In an investigation conducted by the Miami Herald a few months ago, it was discovered that the Miami-Dade and Broward County Courts were working secretly with local prosecutors to fabricate false records to protect snitches. (Please read, “Dockets doctored to shield snitches,” Miami Herald, November 18, 2006). This investigation only looked into court records in Miami-Dade and Broward Counties – but what of Florida’s other 65 counties? If those records are deliberately concealed, then how can it be determined just how widespread this practice is?

Incredibly, the judges and state prosecutors caught collaborating together to fabricate these false records to protect snitches now claim that their conduct is justified as it actually serves a public interest to conceal the truth.

But what of those wrongfully convicted and even condemned to death because of the use of false testimony provided by a jailhouse snitch only because he was secretly awarded a deal for his “cooperation?” The truth is that there are literally hundreds of men and women presently on death row today because of testimony provided by a jailhouse snitch, an experienced criminal – who was rewarded for that testimony with favorable treatment in exchange for his “cooperation.” This favorable treatment has enabled may a career criminal to continue his criminal career and even end up back in jail numerous times to snitch and do it all over again and again.

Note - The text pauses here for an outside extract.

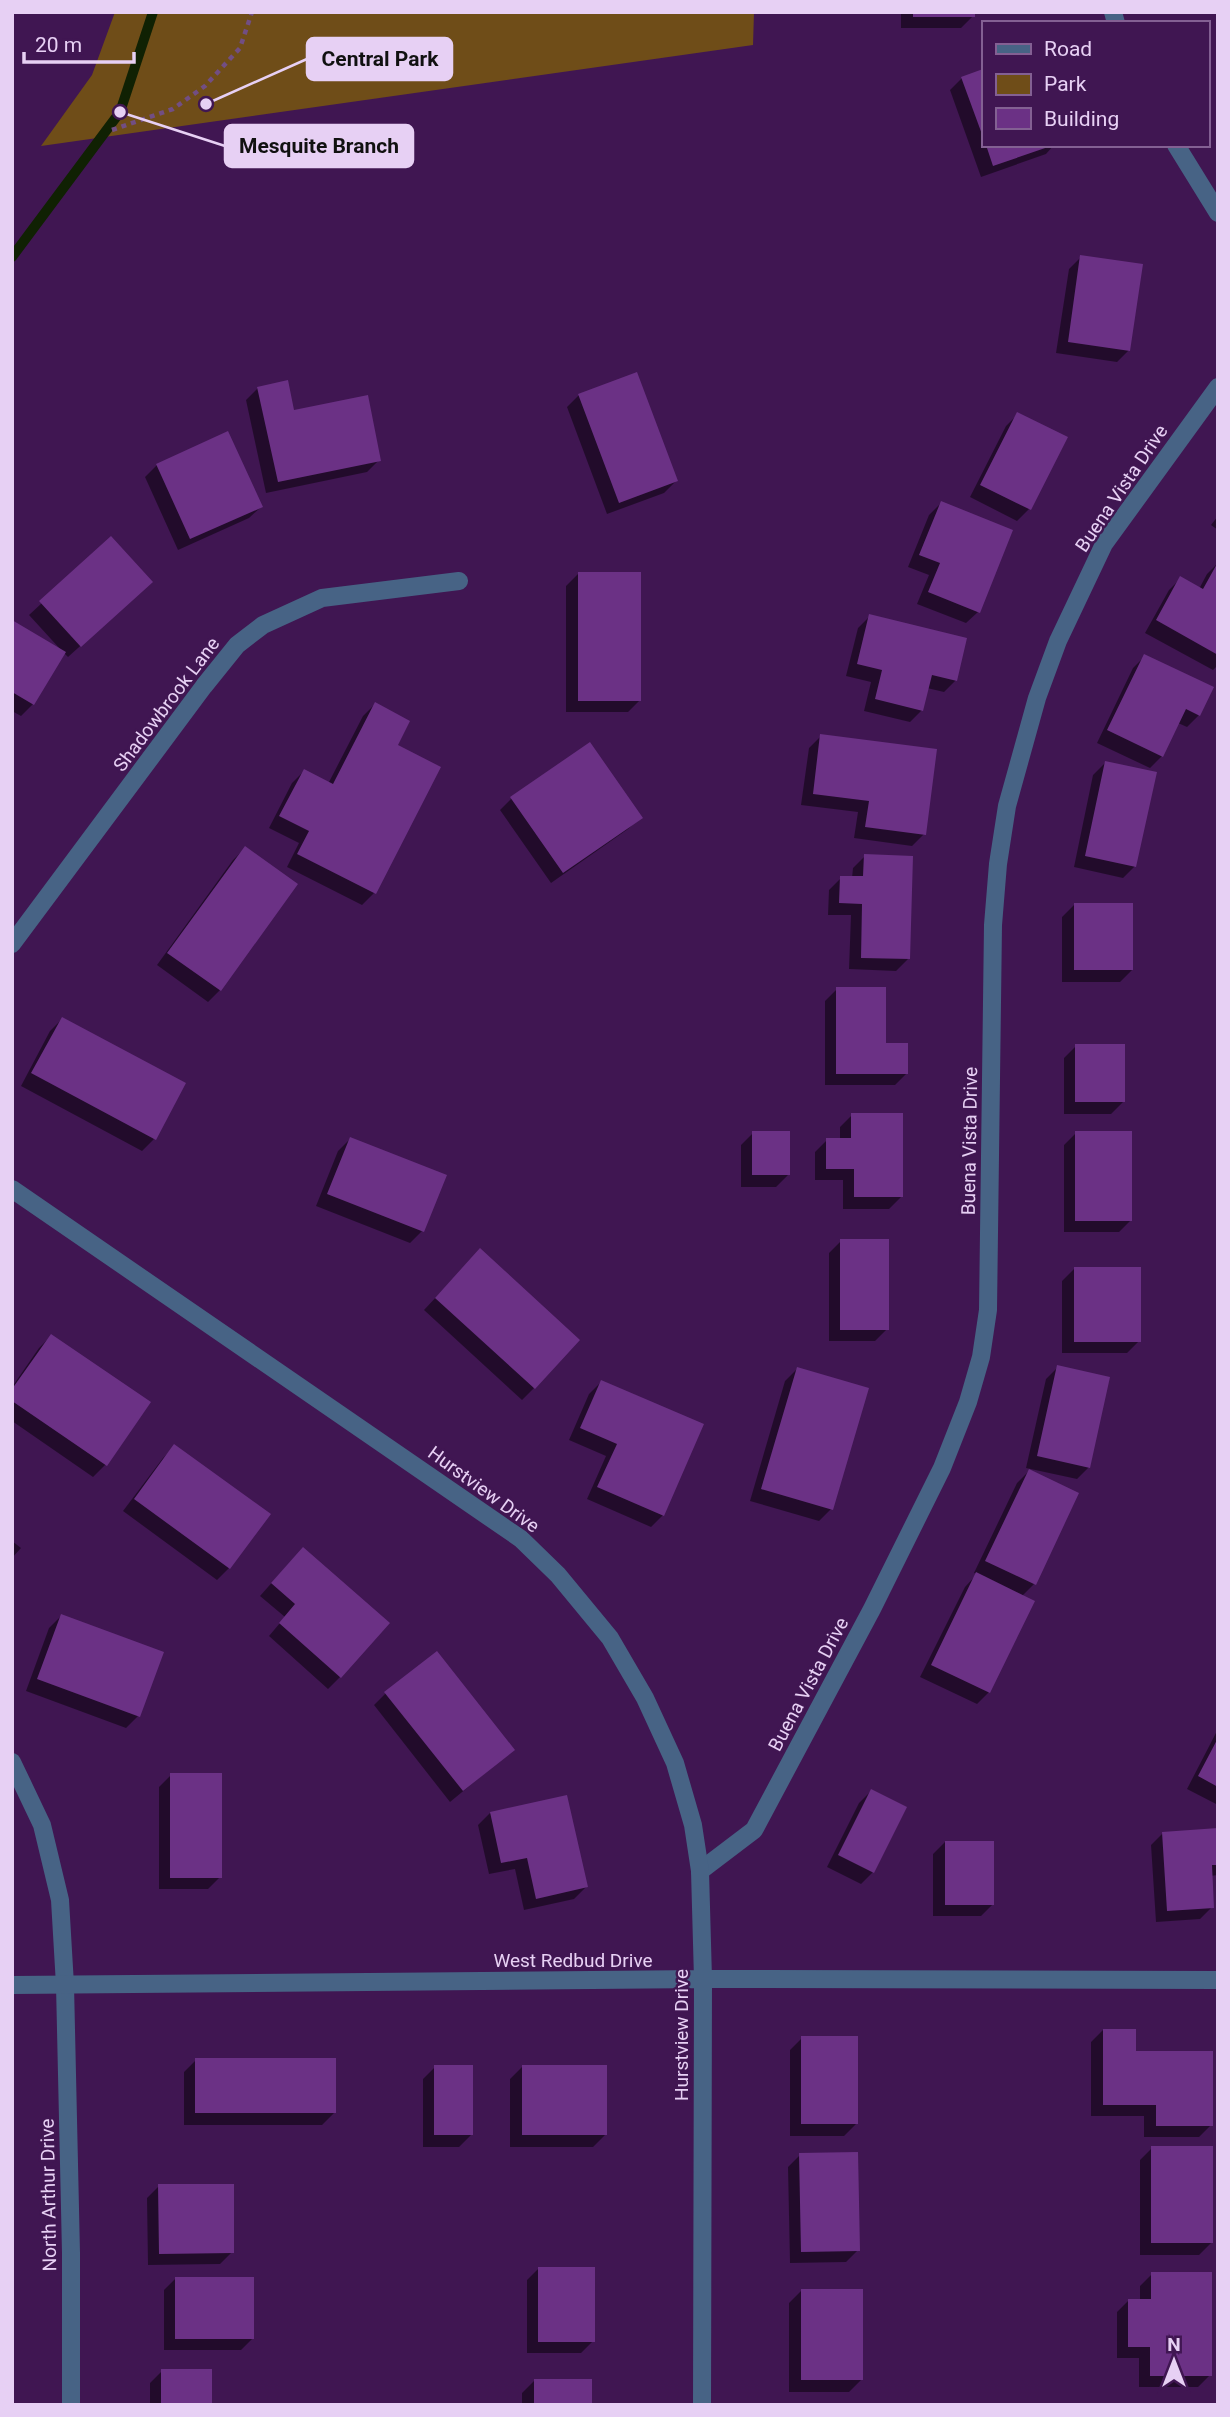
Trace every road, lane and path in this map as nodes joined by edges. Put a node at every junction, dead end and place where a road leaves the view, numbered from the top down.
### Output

How can it ever be within the public’s interest for the courts and the prosecutor to secretly collaborate together to conceal the very evidence necessary for exposing the truth and prevent an innocent person from being wrongfully convicted and often even condemned to death? If a jailhouse snitch’s testimony is for all purposes being bought and paid for by the state, then shouldn’t the jury know this so they can consider that when weighing the credibility of that snitches own self-serving testimony before possibly convicting an innocent person?

Consider this, too – almost without exception these parasitic jailhouse snitches are themselves career criminals, knowledgeable in how to manipulate the legal system to their own advantage. They know that by giving the state a bigger fish they will be rewarded with a substantially reduction in their own sentence, or even have their own charges dropped altogether, then are released back on the streets to then continue their own criminal career.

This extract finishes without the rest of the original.